SALT LAKE CITY - With the passing of LDS Church President Thomas S. Monson, who will lead the church moving forward?
When President Monson passed away Tuesday evening, the Church’s First Presidency dissolved. That means the two counselors, President Henry B. Eyring, and President Dieter F. Uchtdorf, revert back to their roles in the Quorum of the Twelve Apostles. The Quorum of the Twelve Apostles then assumes leadership and chooses a successor.
David Scott, a professor of religion and media studies at Utah Valley University, spoke to Fox 13 about how the succession works.
“The head of the Twelve since Brigham Young has always been the following president of the church," Scott said.
Following tradition, Russell M. Nelson, who is the senior apostle, would be next in line to become the 17th prophet.
“The appointment of a new president of the church happens in an orderly way that remarkably in today's world avoids any trace of internal lobbying for position or rank. Viewed by members as a divinely revealed process, it is devoid of electioneering whether behind the scenes or in public.”
Scott noted a different tone in their policy.
“What they're saying here is viewed by members as a divinely led process. To me they seem to be stepping away from this discourse that suggests that this process is absolutely divinely originated with Joseph Smith or what have you.”
Once a new president is selected, they will choose two counselors and the three of them will become the new First Presidency.
“I think people are more curious who will be called as those counselors because there are a lot of factors that are gonna come into play there,” Scott said. “How will they balance the new president? Are they young enough if that person is more elderly and sick?”
LDS leaders say it’s likely the Quorum of the Twelve Apostles will name a successor after President Monson's funeral.
Russell M. Nelson was called as a member of the Quorum of the 12 Apostles on April 7, 1984.
Pres. Monson later set apart Nelson as president of the Quorum of the 12 Apostles in 2015.
According to MormonNewsroom.com, Nelson was born in 1924 in Salt Lake City.
He studied medicine at the University of Utah and become a doctor in 1947 at the age of 22.
Nelson performed the first open-heart surgery in Utah in 1955.
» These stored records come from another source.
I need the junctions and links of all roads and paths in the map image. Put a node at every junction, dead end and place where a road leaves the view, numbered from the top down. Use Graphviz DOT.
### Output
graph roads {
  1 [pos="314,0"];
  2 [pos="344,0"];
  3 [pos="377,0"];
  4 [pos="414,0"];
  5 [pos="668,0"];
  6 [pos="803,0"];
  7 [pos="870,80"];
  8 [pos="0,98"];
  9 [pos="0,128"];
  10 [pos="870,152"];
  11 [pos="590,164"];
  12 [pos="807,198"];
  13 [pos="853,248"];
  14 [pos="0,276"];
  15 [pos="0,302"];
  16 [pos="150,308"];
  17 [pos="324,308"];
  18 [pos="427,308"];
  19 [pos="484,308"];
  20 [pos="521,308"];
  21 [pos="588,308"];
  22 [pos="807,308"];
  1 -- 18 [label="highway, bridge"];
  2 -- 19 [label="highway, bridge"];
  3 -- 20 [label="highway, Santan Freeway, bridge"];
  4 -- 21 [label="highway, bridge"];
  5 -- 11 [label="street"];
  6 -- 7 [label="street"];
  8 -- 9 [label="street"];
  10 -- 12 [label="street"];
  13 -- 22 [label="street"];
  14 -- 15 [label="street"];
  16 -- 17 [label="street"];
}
He also operated on LDS church Pres. Spencer W. Kimball.
During the Korean War, Nelson served a two-year term of medical duty in the U.S. Army.
Pres. Nelson has traveled to more than 129 nations and is fluent in Mandarin, French, Russian and Spanish.
The LDS church credits Nelson, along with Elder Dallin H. Oaks, with establishing the Church of Jesus Christ of Latter-day Saints in every country in eastern Europe.
His first wife and mother of his children, Dantzel Nelson, passes away in February 2005.
In April 2006, he married Wendy L. Watson, a Brigham Young University professor and author.